– Sarath Chandran and Ashwin B
In one of our recent projects we were building an enterprise cloud based digital document management and collaboration solution for one of our clients. This application needed to have the ability to upload large documents with its associated thumbnails, and extracted OCR text for searching ability. The system would need to support document versioning which meant each version will have a separate thumbnail file and OCR file. This made it necessary to have a database which could store large number of documents of varying sizes and a scalable retrieval mechanism to fetch the documents.
The RDBMS option:
RDBMS was not really an option for this project for the following reasons.
- In RDBMS, you must define a schema before adding records to a database. The schema is the structure described in a formal language supported by the database and provides a blueprint for the tables in a database and the relationships between tables of data. With a schema based approach, the Meta data of documents being uploaded would be restricted by the datatype definitions in it; which would limit the range of documents one could upload. This limitation disappears when you use a NoSQL database.
- Further to the above point, within each table, you need to define constraints in terms of rows and named columns as well as the type of data that can be stored in each column. With NoSQL, based on the type of data, these constraint definitions are automated, thereby benefitting developer time and efficiency.
- Files can be stored only as BLOB data type. This data type can hold a maximum value of about 4294967295 Bytes, which is equivalent to 4.25GB approximately. Ultimately this restricts an application to store files which has less than or equal to 4.25GB.

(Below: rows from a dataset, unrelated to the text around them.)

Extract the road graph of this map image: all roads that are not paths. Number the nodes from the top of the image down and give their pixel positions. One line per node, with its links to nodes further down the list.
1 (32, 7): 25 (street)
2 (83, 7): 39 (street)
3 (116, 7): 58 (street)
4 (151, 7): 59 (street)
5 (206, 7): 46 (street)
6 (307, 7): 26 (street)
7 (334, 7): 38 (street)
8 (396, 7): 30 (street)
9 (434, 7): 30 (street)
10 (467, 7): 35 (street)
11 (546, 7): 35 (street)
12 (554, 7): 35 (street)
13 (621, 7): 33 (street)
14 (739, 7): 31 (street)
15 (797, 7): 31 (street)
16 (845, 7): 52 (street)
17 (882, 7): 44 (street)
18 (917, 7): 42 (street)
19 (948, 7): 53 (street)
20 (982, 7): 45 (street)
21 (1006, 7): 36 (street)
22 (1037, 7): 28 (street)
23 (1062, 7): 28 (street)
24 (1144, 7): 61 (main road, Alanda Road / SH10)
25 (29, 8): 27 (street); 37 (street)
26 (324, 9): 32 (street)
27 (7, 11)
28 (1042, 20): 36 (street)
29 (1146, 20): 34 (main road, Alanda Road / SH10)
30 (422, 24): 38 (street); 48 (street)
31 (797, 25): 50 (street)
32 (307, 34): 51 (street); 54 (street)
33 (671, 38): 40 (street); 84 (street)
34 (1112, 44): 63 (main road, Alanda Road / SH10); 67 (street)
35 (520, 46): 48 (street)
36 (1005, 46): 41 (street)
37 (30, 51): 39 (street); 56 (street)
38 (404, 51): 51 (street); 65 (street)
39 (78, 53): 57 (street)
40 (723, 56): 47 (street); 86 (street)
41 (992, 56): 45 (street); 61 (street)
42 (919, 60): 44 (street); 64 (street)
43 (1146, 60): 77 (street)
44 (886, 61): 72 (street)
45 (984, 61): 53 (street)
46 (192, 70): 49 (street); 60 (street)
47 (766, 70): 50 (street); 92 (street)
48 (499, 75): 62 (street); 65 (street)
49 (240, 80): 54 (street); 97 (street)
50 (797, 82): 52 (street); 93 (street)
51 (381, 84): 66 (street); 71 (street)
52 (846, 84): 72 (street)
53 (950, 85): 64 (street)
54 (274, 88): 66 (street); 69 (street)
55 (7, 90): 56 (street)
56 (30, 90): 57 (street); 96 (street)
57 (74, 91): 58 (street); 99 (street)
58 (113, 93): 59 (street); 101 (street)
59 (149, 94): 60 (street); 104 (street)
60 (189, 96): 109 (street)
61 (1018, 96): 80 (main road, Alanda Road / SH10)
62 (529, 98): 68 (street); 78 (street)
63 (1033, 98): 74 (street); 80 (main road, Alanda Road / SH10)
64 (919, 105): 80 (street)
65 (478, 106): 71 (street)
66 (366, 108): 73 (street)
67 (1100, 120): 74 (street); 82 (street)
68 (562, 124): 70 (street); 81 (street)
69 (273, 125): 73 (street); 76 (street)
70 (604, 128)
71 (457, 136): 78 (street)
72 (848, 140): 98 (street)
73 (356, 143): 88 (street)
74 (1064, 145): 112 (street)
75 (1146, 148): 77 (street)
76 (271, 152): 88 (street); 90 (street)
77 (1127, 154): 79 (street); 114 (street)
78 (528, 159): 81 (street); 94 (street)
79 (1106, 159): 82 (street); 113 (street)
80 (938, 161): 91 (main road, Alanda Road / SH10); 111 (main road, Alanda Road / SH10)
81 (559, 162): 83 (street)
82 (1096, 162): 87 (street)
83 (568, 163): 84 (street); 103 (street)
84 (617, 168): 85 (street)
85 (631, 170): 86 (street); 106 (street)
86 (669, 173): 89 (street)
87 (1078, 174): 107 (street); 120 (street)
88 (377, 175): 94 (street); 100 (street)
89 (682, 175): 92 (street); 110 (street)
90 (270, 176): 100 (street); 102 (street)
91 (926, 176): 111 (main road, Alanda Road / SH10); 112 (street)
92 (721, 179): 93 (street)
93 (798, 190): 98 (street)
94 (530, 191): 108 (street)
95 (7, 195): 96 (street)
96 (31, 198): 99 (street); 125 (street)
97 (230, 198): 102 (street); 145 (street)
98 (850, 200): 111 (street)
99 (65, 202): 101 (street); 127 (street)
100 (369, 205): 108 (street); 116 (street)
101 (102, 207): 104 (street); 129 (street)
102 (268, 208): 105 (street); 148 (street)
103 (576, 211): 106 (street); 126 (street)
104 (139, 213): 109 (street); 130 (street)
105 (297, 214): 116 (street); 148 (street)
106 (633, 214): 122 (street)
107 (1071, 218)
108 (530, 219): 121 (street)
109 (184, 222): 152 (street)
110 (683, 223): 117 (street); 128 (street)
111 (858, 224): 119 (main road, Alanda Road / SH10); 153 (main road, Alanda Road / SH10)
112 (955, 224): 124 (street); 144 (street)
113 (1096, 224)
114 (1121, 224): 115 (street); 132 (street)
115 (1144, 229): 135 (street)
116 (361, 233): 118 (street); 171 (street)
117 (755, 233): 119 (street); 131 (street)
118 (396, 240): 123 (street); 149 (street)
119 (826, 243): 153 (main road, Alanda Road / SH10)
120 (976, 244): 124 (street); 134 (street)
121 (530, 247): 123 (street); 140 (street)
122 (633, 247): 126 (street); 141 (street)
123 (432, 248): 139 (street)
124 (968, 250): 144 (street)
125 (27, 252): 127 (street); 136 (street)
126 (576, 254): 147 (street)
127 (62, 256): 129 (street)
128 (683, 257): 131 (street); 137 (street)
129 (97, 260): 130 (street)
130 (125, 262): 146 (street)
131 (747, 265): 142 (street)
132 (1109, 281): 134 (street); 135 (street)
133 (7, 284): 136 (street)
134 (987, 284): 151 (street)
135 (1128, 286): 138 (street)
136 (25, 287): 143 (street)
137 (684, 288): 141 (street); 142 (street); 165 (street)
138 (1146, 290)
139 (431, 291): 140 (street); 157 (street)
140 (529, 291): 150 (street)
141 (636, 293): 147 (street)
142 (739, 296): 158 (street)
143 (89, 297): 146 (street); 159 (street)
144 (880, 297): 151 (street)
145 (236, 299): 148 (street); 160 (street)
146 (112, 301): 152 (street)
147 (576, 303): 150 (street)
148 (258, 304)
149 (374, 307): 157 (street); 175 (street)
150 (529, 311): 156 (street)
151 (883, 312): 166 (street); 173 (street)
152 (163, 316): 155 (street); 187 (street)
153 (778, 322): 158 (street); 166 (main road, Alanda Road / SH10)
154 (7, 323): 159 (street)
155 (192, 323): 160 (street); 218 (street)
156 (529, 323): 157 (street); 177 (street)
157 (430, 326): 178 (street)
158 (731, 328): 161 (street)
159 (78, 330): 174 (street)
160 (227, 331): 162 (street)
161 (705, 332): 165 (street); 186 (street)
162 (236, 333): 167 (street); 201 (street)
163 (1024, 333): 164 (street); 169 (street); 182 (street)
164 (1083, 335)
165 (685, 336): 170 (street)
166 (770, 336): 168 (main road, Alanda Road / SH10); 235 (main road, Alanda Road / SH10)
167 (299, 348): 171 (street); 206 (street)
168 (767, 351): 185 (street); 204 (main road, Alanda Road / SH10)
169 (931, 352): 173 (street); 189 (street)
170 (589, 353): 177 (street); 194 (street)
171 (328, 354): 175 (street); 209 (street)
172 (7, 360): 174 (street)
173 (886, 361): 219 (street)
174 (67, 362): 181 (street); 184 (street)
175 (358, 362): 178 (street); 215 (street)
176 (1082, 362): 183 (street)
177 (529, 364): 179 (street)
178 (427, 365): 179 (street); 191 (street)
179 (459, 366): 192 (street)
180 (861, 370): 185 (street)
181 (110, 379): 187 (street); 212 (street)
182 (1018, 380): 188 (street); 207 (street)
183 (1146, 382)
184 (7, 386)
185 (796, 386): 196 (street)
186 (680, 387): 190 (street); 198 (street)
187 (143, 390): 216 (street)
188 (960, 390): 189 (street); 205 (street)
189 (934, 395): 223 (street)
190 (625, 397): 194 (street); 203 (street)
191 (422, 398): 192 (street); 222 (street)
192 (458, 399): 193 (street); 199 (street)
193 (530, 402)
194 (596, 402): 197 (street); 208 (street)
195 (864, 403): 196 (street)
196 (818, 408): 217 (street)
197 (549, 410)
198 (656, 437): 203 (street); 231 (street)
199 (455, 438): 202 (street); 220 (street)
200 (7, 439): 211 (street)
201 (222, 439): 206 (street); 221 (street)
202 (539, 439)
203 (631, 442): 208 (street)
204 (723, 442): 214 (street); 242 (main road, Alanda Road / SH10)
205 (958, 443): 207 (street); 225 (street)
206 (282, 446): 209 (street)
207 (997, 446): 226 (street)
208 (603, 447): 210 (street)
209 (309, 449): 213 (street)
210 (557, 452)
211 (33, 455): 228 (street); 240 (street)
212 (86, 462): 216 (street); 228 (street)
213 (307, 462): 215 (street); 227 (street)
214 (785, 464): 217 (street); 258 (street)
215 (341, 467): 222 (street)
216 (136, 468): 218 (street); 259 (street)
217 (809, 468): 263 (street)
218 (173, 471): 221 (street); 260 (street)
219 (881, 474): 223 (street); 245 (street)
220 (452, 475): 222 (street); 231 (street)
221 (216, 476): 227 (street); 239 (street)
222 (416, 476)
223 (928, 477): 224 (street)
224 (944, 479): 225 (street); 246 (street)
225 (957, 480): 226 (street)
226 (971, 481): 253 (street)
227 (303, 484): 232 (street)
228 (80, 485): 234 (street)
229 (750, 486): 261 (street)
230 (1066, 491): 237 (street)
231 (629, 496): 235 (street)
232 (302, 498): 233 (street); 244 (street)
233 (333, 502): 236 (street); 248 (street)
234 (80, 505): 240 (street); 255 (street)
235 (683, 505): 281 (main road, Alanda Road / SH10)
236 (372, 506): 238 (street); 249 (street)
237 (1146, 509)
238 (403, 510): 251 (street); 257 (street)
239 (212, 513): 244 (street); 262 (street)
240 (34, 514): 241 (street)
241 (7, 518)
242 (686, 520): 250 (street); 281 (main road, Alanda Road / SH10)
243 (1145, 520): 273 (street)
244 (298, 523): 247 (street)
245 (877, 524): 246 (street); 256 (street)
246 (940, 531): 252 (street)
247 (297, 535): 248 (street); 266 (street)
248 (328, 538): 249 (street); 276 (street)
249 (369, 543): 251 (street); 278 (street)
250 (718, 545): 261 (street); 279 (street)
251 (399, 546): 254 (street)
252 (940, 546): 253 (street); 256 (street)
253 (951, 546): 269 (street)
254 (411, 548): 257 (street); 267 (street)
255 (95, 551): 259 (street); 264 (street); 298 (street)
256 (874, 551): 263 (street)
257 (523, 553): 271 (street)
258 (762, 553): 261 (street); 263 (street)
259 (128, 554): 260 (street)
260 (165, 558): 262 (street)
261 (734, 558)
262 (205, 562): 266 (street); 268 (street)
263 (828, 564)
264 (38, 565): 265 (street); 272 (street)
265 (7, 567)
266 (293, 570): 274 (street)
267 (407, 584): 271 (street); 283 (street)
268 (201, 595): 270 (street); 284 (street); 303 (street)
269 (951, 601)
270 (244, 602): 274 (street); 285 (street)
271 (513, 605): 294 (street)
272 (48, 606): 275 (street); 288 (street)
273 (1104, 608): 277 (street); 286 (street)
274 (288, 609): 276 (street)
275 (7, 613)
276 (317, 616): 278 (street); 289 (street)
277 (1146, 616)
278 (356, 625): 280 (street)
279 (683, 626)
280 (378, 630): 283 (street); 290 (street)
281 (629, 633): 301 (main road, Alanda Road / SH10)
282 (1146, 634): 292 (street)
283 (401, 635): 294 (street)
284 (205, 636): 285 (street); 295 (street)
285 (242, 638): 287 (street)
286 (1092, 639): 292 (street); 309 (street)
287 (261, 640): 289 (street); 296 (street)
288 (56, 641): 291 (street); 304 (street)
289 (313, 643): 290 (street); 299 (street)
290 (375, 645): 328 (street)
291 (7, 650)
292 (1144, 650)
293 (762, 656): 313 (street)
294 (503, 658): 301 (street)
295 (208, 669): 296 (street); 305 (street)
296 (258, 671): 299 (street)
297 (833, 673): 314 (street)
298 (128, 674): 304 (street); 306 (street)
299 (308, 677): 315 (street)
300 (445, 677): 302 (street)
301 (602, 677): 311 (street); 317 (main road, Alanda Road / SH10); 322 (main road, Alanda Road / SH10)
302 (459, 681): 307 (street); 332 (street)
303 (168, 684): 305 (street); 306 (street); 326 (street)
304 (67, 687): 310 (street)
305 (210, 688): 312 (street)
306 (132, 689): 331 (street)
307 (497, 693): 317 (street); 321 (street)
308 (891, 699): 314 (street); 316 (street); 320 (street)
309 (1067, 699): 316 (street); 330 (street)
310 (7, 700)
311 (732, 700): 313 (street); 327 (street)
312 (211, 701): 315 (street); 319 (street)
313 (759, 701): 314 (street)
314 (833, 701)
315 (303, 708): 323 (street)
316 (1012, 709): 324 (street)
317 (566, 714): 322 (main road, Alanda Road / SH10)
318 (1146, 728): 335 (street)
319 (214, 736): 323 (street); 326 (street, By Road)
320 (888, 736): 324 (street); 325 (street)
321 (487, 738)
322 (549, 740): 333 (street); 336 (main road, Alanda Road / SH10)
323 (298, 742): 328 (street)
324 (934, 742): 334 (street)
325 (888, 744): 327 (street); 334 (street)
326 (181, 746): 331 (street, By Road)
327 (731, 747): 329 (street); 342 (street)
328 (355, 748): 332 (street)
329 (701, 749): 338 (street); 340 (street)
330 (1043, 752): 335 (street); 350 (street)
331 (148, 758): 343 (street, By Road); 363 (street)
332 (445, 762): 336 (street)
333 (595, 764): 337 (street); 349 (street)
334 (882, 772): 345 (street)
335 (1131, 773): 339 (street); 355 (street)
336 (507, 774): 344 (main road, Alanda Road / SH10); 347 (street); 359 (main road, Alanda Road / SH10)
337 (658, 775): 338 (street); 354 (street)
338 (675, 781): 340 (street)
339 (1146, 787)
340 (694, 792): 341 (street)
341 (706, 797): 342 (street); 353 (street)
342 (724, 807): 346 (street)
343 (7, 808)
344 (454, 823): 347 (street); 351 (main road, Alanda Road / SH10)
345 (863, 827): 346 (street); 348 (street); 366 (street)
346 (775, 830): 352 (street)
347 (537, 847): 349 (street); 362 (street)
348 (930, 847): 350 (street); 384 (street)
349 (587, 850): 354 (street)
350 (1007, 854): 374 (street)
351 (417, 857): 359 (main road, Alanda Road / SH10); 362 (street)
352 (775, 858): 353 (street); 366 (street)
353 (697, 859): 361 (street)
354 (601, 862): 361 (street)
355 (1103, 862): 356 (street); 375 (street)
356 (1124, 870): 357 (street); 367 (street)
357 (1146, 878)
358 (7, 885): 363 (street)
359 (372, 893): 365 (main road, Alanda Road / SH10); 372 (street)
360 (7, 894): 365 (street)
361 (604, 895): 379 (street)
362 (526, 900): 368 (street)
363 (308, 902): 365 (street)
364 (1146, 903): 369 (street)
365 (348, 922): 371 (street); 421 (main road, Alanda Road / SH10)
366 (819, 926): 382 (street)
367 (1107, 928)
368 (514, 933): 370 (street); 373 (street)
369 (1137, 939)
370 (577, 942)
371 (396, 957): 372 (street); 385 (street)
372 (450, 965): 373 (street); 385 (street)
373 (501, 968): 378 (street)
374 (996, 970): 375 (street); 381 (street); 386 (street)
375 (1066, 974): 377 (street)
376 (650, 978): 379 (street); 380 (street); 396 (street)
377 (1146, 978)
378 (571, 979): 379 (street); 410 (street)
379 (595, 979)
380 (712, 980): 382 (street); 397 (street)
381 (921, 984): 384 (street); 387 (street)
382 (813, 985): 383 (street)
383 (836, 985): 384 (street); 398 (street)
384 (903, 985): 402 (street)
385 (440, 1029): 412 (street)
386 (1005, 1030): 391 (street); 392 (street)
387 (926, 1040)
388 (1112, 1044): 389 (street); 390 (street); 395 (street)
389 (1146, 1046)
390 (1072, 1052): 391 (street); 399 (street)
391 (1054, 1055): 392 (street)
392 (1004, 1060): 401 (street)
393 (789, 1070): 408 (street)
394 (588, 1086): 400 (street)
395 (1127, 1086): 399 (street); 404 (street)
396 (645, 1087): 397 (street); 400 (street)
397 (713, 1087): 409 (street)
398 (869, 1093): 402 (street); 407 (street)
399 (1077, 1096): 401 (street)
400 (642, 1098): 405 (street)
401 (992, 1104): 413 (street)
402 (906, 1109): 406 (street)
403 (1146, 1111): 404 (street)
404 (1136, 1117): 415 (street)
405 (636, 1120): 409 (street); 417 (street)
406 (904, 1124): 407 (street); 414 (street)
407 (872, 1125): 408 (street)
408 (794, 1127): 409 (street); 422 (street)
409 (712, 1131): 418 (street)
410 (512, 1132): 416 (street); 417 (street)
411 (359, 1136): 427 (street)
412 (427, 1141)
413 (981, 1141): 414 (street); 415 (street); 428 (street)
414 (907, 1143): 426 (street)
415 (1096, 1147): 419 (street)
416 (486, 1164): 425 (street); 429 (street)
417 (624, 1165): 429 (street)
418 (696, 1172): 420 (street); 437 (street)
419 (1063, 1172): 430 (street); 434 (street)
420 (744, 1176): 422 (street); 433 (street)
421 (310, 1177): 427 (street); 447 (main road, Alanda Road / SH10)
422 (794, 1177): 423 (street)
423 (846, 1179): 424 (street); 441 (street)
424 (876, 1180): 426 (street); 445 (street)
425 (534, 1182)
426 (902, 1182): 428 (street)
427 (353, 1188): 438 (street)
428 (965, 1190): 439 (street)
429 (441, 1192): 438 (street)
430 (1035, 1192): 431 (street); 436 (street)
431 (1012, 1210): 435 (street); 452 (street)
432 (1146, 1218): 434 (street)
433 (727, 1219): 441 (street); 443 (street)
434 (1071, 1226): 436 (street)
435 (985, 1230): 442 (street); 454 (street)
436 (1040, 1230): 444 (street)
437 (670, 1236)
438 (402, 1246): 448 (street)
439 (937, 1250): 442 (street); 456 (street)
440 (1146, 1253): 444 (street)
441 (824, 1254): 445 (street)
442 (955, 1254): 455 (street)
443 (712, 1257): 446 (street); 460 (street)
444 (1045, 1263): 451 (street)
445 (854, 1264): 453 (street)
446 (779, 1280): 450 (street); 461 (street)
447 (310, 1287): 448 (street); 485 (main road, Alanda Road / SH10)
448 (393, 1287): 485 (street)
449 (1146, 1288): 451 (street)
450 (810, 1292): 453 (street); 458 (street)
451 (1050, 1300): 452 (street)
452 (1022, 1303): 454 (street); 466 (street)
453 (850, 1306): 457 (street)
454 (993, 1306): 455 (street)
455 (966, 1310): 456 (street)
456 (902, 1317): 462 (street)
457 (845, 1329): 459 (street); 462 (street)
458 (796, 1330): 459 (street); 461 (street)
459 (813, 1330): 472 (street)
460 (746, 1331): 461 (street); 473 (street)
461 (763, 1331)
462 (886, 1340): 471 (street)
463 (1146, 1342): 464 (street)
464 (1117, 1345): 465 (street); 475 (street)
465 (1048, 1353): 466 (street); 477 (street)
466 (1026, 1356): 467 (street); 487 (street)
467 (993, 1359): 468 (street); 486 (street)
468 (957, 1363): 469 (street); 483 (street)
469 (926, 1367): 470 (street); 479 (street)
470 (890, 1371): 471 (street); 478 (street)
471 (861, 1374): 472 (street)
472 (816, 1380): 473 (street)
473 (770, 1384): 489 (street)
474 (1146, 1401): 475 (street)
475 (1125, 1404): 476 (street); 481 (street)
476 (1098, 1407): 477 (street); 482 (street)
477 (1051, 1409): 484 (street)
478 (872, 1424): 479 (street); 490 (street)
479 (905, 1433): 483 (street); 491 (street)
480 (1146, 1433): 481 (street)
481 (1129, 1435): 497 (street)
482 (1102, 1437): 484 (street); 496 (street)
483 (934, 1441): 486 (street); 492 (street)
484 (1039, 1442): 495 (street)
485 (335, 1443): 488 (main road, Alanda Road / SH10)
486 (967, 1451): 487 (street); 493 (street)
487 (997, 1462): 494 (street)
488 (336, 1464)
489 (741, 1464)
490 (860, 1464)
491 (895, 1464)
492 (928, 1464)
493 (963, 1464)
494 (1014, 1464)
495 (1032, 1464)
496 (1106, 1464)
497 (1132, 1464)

- The system requirements mandated the need for an automatic switchover from master > slave for application availability and automatic promotion of Slave to Master when the Master goes down. In this option, this automatic switch over of slave to master is not available when master server is down.
Due to the above challenges we decided to go with NoSQL document oriented database options. After evaluating different options we ultimately went with MongoDB.
What is MongoDB?
MongoDB is a document oriented database which provides high performance, high availability and easy scalability. It is classified as a NoSQL database which breaks the traditional table based relational database structure and provides a JSON like document structure with dynamic schema called BSON format. It also supports sharding and Conversion / mapping of application objects to database objects are not needed. It uses internal memory for storing the working set, which enables faster access of data. It has deep query-ability, which means MongoDB supports dynamic queries on documents using a document based query language.
MongoDB over other Document store databases:
MongoDB obviously isn’t the only NoSQL database out there. Besides MongoDB, there are many document oriented open source databases like Elasticsearch, ArangoDB, Couchbase, SequoiaDB, JSON ODM etc. Among those Couchbase was one of our top options against MongoDB and this is how they compared:
From the above table, based on the ranking of MongoDB (Rank -1) over the Couchbase(Rank -2) with respect to the document storage and MongoDB’s role based access rights mechanism, we chose MongoDB for the Document storage application.
Size limitation in Mongo DB and the GridFS solution:
A catch with MongoDB by itself is that it has a size limit of 16MB for document store which obviously wouldn’t do. Though the maximum BSON document size limit of MongoDB is 16MB, it can support bigger files if we use it with GridFS API.
GridFS is a specification for storing and retrieving files that exceed the BSON document size limit of 16MB. Instead of storing a file in a single document, GridFS divides a file into parts or chunks and stores each of those chunks as a separate document. It uses two types of collections to store files. One collection will store the file chunks (the actual contents of the file) and other collection stores the file metadata. This makes an application to support unlimited file size.
Besides the size benefit, GridFS is also useful for storing any files you want access without having to load the entire file on to memory.
Having implemented the above with schema-less architecture for document storage, unlimited upload capability and an automated DB failover mechanism to boot, the project is up, pretty much firing on all cylinders and running 24 x7. In itself, goal of this project was a product upgrade from an older version and this architecture has yielded performance and document management capability improvements many fold.